**** Material for this task
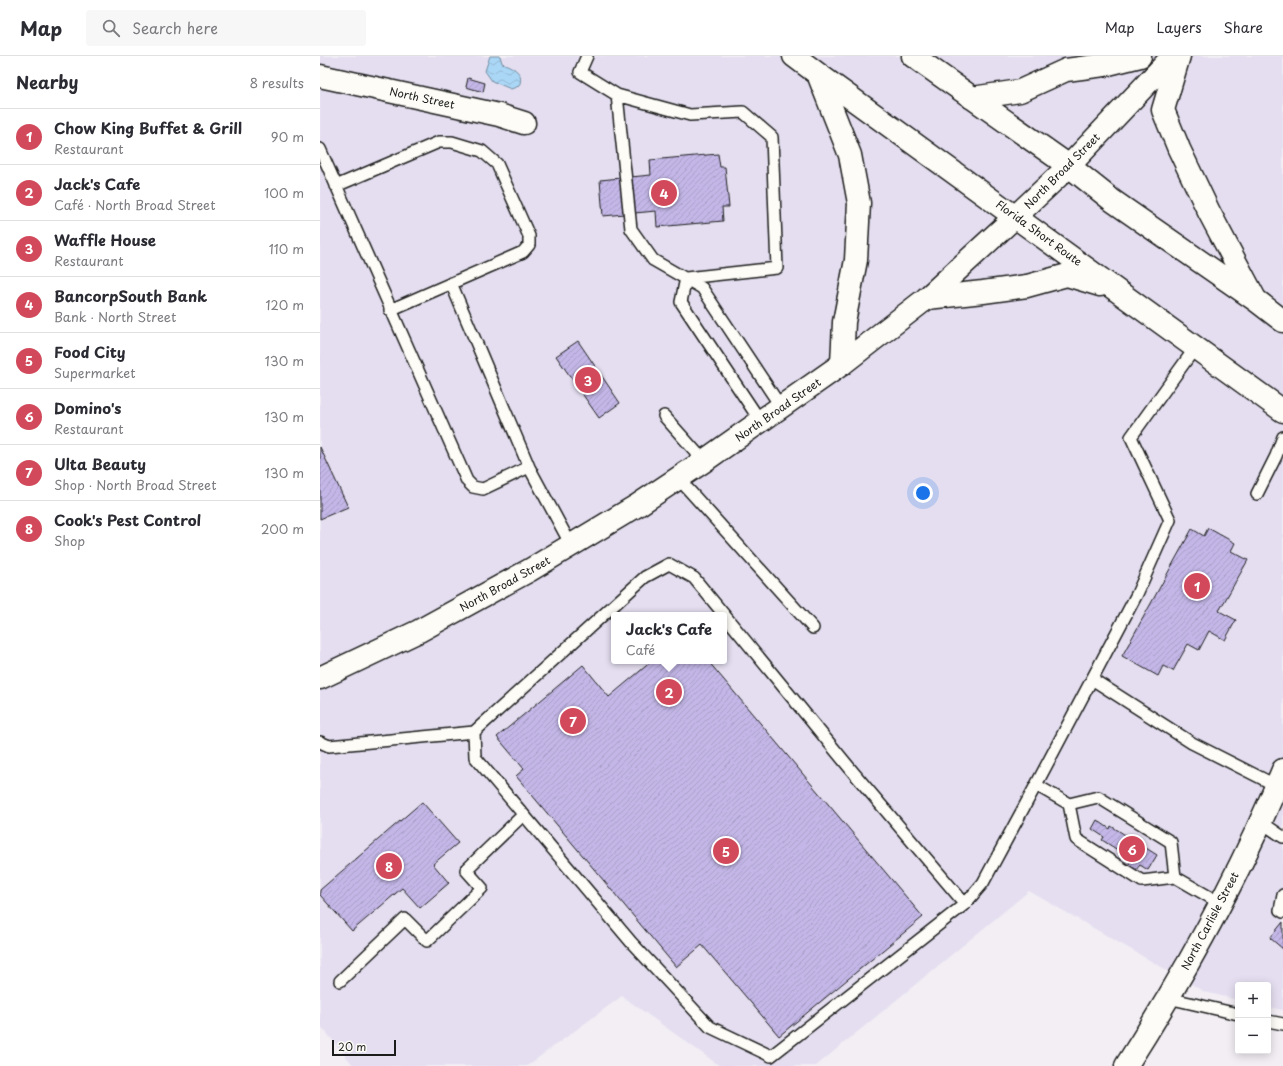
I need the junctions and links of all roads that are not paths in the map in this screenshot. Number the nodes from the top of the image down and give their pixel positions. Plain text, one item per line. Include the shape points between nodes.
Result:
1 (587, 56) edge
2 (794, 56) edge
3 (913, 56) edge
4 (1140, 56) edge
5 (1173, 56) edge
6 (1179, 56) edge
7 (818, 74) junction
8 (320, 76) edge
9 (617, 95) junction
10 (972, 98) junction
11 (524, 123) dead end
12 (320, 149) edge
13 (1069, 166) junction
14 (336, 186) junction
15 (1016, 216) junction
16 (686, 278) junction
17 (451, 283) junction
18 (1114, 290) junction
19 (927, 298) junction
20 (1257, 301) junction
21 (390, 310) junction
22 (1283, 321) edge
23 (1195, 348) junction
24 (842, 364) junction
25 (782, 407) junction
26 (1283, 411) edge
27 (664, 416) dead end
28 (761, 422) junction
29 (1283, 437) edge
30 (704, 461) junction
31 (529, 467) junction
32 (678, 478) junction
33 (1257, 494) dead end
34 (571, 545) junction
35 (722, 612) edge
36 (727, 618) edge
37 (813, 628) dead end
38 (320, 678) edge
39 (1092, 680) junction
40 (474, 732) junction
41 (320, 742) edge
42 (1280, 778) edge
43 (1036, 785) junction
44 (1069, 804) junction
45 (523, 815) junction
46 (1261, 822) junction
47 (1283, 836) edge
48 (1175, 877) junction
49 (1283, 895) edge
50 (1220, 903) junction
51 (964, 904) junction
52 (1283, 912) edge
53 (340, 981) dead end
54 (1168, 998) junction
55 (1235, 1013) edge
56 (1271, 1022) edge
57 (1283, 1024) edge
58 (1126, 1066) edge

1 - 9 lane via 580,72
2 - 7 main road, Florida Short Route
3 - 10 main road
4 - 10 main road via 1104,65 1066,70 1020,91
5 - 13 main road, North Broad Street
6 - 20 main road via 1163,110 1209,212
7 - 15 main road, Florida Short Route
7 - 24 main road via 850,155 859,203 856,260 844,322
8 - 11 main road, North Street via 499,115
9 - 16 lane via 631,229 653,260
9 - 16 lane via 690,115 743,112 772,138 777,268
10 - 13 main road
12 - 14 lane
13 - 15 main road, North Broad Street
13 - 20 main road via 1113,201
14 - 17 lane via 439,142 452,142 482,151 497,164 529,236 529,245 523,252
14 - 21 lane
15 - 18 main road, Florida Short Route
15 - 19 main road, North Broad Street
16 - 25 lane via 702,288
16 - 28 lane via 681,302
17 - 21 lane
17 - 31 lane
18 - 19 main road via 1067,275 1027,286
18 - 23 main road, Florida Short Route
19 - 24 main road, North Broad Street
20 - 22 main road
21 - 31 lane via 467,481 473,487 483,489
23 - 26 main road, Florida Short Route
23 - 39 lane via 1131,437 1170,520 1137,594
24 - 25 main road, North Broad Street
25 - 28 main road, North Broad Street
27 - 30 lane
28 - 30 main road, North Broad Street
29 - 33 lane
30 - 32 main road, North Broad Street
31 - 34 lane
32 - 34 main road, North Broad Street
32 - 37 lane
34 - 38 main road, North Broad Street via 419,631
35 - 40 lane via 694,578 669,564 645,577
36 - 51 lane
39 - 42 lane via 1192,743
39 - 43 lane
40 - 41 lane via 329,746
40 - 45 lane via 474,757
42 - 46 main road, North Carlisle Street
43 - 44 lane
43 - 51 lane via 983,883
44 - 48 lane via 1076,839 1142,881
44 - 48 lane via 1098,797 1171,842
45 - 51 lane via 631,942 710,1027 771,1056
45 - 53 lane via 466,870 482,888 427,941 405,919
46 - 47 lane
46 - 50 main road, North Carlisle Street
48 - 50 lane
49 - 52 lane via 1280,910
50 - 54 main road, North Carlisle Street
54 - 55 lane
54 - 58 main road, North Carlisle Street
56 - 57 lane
********
Exercise brief: Write the data above out again exactly, minus its pictures.

Response to the exercise:
I need the junctions and links of all roads that are not paths in the map in this screenshot. Number the nodes from the top of the image down and give their pixel positions. Plain text, one item per line. Include the shape points between nodes.
Result:
1 (587, 56) edge
2 (794, 56) edge
3 (913, 56) edge
4 (1140, 56) edge
5 (1173, 56) edge
6 (1179, 56) edge
7 (818, 74) junction
8 (320, 76) edge
9 (617, 95) junction
10 (972, 98) junction
11 (524, 123) dead end
12 (320, 149) edge
13 (1069, 166) junction
14 (336, 186) junction
15 (1016, 216) junction
16 (686, 278) junction
17 (451, 283) junction
18 (1114, 290) junction
19 (927, 298) junction
20 (1257, 301) junction
21 (390, 310) junction
22 (1283, 321) edge
23 (1195, 348) junction
24 (842, 364) junction
25 (782, 407) junction
26 (1283, 411) edge
27 (664, 416) dead end
28 (761, 422) junction
29 (1283, 437) edge
30 (704, 461) junction
31 (529, 467) junction
32 (678, 478) junction
33 (1257, 494) dead end
34 (571, 545) junction
35 (722, 612) edge
36 (727, 618) edge
37 (813, 628) dead end
38 (320, 678) edge
39 (1092, 680) junction
40 (474, 732) junction
41 (320, 742) edge
42 (1280, 778) edge
43 (1036, 785) junction
44 (1069, 804) junction
45 (523, 815) junction
46 (1261, 822) junction
47 (1283, 836) edge
48 (1175, 877) junction
49 (1283, 895) edge
50 (1220, 903) junction
51 (964, 904) junction
52 (1283, 912) edge
53 (340, 981) dead end
54 (1168, 998) junction
55 (1235, 1013) edge
56 (1271, 1022) edge
57 (1283, 1024) edge
58 (1126, 1066) edge

1 - 9 lane via 580,72
2 - 7 main road, Florida Short Route
3 - 10 main road
4 - 10 main road via 1104,65 1066,70 1020,91
5 - 13 main road, North Broad Street
6 - 20 main road via 1163,110 1209,212
7 - 15 main road, Florida Short Route
7 - 24 main road via 850,155 859,203 856,260 844,322
8 - 11 main road, North Street via 499,115
9 - 16 lane via 631,229 653,260
9 - 16 lane via 690,115 743,112 772,138 777,268
10 - 13 main road
12 - 14 lane
13 - 15 main road, North Broad Street
13 - 20 main road via 1113,201
14 - 17 lane via 439,142 452,142 482,151 497,164 529,236 529,245 523,252
14 - 21 lane
15 - 18 main road, Florida Short Route
15 - 19 main road, North Broad Street
16 - 25 lane via 702,288
16 - 28 lane via 681,302
17 - 21 lane
17 - 31 lane
18 - 19 main road via 1067,275 1027,286
18 - 23 main road, Florida Short Route
19 - 24 main road, North Broad Street
20 - 22 main road
21 - 31 lane via 467,481 473,487 483,489
23 - 26 main road, Florida Short Route
23 - 39 lane via 1131,437 1170,520 1137,594
24 - 25 main road, North Broad Street
25 - 28 main road, North Broad Street
27 - 30 lane
28 - 30 main road, North Broad Street
29 - 33 lane
30 - 32 main road, North Broad Street
31 - 34 lane
32 - 34 main road, North Broad Street
32 - 37 lane
34 - 38 main road, North Broad Street via 419,631
35 - 40 lane via 694,578 669,564 645,577
36 - 51 lane
39 - 42 lane via 1192,743
39 - 43 lane
40 - 41 lane via 329,746
40 - 45 lane via 474,757
42 - 46 main road, North Carlisle Street
43 - 44 lane
43 - 51 lane via 983,883
44 - 48 lane via 1076,839 1142,881
44 - 48 lane via 1098,797 1171,842
45 - 51 lane via 631,942 710,1027 771,1056
45 - 53 lane via 466,870 482,888 427,941 405,919
46 - 47 lane
46 - 50 main road, North Carlisle Street
48 - 50 lane
49 - 52 lane via 1280,910
50 - 54 main road, North Carlisle Street
54 - 55 lane
54 - 58 main road, North Carlisle Street
56 - 57 lane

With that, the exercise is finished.